Investigating the inhibition mechanism and catalytic cycle of MbtI, the salicylate synthase from Mycobacterium tuberculosis

According to the latest annual report published by the World Health Organisation, tuberculosis is the first cause of death from a single infectious agent worldwide. Moreover, the growing emergence of resistant strains of Mycobacterium tuberculosis (Mtb) poses a serious threat to the public’s health. Therefore, the discovery of new antitubercular agents has still a critical importance.[1] In this context, the mycobacterium-specific salicylate synthase MbtI has been recently validated as a promising pharmacological target.
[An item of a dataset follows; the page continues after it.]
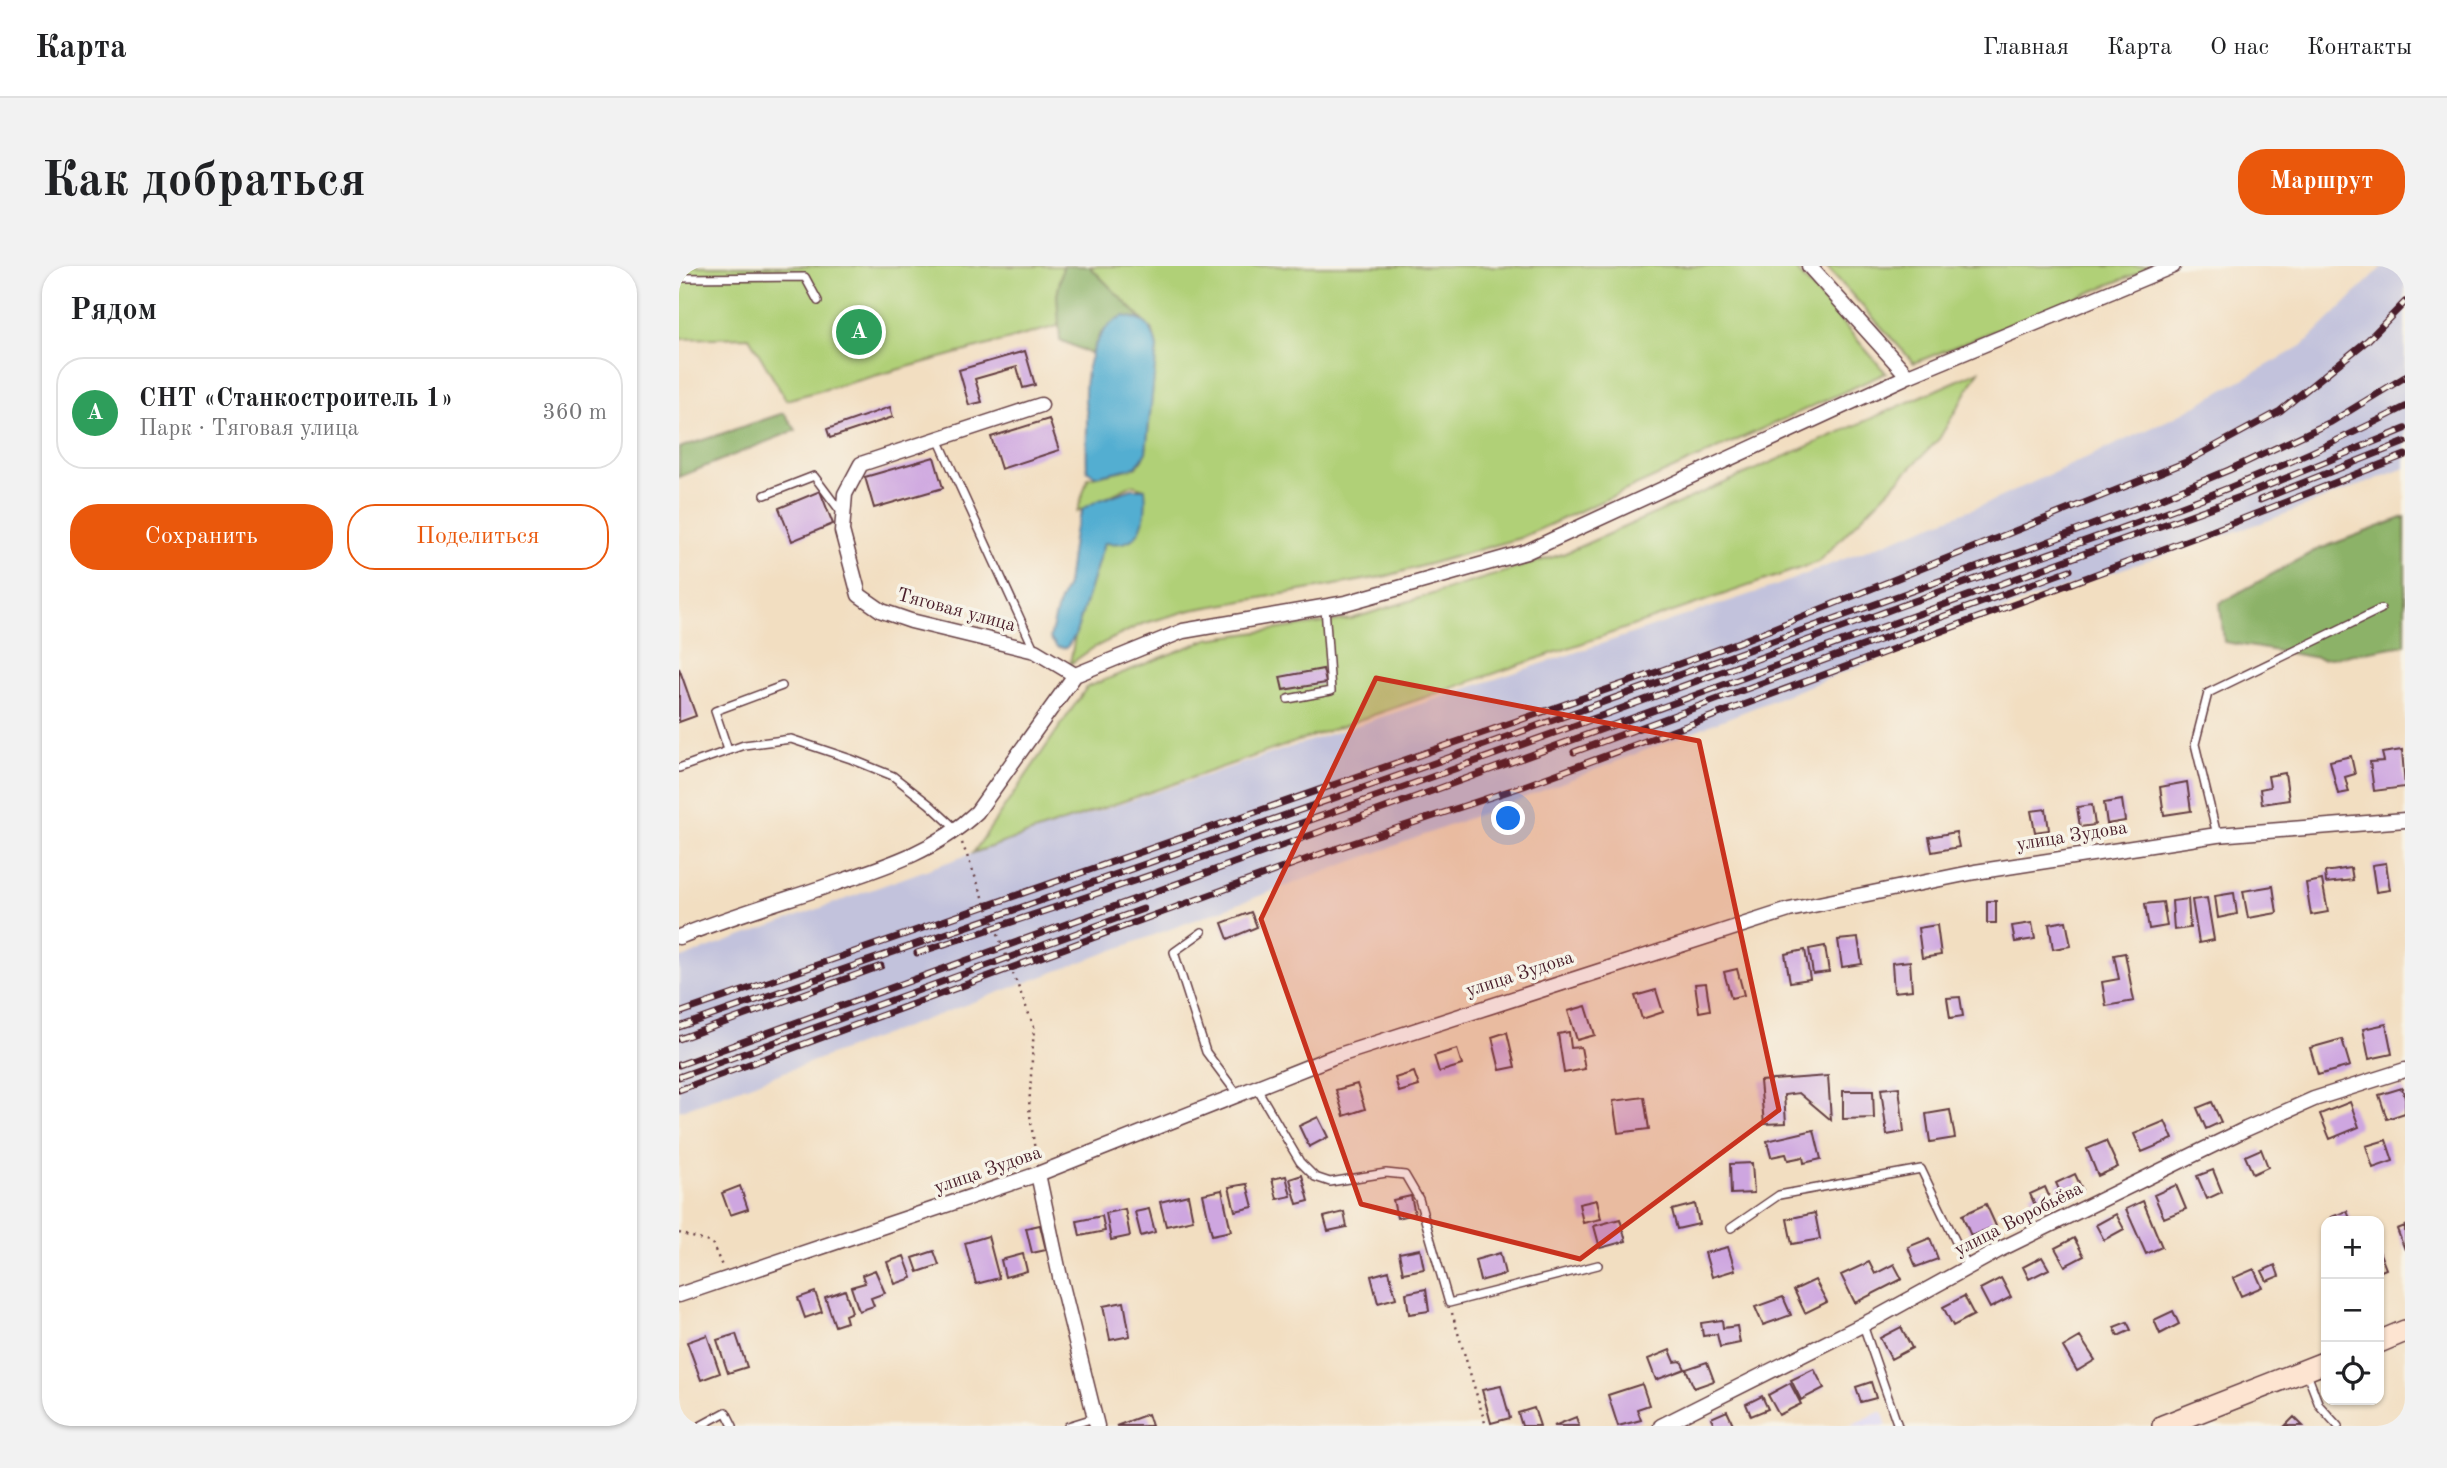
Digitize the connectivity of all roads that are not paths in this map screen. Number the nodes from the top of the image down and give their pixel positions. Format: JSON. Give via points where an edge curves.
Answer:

This Mg2+-dependent enzyme is involved in the siderophore-mediated iron uptake, a key pathway for the survival and pathogenicity of Mtb in the host.[2] A structure-based virtual screening allowed us to identify a competitive furan-based inhibitor of MbtI, which was taken as a starting point for a thorough structure-activity investigation. Our studies led to the development of potent enzymatic inhibitors, also exhibiting a promising antimycobacterial action.[3,4] In an attempt to deeply understand the inhibition mechanism of this class of compounds, we performed biochemical investigations: these studies suggested the possibility of a Mg2+-independent binding, despite the interaction with the catalytic metal had been a cornerstone of MbtI inhibition for years. Further computational analyses and experimental data seemed to support our hypothesis, but it was only with crystallisation studies that we obtained a definitive characterisation of the binding mode. Our structural investigations also provided new insights into the conformational shifts of the active site, in relation to the catalytic state of the enzyme.[5] Overall, these results pave the way for the rational modification of our scaffold, which will hopefully lead to the obtainment of improved antitubercular candidates.